(Stored items)
*** Block opens ***
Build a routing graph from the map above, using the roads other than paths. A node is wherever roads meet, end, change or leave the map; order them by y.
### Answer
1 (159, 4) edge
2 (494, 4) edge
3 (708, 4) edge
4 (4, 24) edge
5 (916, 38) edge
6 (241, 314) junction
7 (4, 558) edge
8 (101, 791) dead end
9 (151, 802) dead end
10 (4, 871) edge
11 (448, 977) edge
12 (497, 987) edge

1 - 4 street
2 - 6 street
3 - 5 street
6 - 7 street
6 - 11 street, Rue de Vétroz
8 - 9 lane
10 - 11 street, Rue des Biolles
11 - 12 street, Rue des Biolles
*** Block closes ***
*** Block opens ***
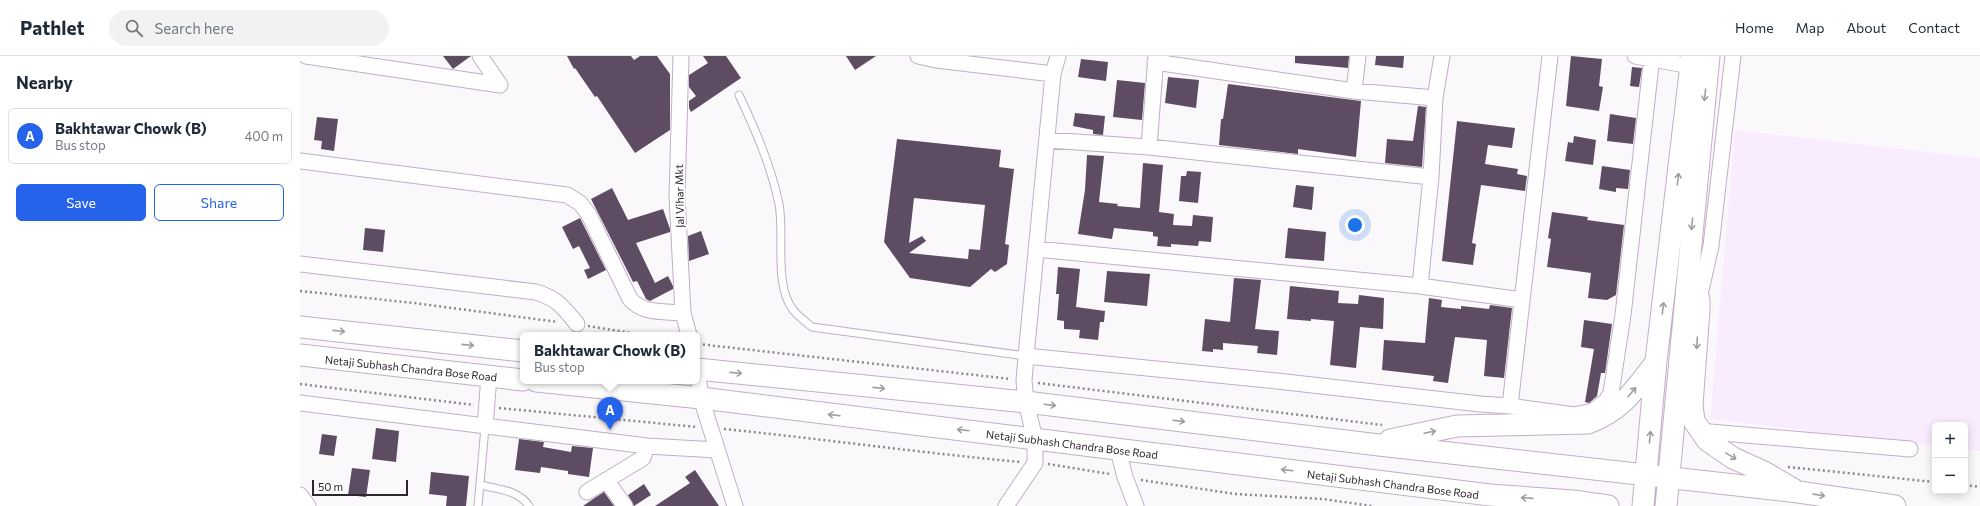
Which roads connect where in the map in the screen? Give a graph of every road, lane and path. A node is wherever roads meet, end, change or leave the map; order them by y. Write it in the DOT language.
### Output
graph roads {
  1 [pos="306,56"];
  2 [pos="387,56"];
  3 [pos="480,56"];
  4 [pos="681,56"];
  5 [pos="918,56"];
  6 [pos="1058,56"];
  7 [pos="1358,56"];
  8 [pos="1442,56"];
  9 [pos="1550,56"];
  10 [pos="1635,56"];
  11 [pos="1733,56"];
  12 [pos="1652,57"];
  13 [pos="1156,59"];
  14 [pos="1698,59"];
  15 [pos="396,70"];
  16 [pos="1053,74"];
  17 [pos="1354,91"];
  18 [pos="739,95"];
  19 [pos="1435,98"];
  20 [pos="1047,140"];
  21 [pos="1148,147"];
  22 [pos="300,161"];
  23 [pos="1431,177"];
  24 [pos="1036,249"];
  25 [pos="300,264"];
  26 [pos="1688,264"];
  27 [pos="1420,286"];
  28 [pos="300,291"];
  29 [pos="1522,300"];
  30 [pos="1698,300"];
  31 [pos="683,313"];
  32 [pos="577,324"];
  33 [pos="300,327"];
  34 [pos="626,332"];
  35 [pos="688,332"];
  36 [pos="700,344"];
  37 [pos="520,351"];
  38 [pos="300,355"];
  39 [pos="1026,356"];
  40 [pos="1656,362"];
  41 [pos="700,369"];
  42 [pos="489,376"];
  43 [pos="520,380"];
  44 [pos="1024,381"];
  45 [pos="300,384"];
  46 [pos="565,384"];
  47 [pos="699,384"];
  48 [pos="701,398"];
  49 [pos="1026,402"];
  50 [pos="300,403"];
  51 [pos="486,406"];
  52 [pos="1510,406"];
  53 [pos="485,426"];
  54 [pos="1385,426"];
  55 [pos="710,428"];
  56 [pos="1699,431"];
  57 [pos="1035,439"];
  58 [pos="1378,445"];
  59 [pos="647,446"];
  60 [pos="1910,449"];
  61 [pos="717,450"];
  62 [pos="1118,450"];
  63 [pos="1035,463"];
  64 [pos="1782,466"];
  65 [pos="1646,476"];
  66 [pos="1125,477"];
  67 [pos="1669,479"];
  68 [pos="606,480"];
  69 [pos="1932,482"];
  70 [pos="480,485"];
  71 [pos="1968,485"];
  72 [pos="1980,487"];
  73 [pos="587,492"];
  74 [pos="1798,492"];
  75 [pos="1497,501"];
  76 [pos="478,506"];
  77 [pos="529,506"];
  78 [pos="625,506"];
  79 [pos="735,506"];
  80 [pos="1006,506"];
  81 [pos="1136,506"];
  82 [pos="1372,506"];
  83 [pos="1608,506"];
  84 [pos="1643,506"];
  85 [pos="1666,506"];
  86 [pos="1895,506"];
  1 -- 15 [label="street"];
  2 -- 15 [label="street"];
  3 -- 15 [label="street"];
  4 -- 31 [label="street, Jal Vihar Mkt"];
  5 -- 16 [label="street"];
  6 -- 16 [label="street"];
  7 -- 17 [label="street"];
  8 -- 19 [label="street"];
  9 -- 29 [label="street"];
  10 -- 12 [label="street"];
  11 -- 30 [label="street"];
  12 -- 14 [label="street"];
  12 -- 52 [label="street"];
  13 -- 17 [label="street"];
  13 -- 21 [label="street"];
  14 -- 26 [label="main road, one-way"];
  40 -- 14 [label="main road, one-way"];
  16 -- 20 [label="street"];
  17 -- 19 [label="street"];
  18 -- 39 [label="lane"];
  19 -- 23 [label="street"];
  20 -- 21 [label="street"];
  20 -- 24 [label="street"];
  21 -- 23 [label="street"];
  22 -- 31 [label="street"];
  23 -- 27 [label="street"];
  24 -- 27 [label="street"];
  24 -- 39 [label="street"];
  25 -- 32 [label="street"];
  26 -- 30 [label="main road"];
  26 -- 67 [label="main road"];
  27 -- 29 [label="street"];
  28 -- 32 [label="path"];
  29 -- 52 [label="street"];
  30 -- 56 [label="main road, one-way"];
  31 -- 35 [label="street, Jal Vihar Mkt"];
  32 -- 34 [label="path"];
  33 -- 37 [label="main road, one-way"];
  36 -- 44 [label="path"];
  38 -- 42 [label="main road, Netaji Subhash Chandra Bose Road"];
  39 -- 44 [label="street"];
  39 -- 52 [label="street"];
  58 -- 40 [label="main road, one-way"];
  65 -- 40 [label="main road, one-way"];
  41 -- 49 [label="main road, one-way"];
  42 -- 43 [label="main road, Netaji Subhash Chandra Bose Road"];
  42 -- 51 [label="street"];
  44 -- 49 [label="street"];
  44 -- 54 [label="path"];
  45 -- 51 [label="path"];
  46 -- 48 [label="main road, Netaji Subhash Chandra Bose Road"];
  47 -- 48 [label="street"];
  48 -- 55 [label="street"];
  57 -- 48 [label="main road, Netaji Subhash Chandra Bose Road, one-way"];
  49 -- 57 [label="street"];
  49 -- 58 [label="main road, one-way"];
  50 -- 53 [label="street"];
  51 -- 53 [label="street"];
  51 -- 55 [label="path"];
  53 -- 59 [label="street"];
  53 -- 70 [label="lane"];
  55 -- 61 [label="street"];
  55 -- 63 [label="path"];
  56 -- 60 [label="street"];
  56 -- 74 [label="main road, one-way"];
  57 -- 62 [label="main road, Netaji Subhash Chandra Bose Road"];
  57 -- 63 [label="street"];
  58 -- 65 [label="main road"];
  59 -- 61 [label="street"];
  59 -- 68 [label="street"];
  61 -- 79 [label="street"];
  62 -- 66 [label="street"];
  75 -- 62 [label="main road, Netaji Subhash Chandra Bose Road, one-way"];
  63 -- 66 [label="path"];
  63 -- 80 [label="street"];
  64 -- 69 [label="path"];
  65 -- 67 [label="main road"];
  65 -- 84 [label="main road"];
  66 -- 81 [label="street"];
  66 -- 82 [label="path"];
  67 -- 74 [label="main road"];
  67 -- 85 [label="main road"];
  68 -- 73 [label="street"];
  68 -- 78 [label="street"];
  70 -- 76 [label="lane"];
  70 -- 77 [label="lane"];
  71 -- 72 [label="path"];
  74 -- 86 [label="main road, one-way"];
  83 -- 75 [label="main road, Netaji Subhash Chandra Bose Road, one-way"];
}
*** Block closes ***
Lines containing the word "change" are to be located in the entries and copied.

• _Result of this exercise_:
Build a routing graph from the map above, using the roads other than paths. A node is wherever roads meet, end, change or leave the map; order them by y.
Which roads connect where in the map in the screen? Give a graph of every road, lane and path. A node is wherever roads meet, end, change or leave the map; order them by y. Write it in the DOT language.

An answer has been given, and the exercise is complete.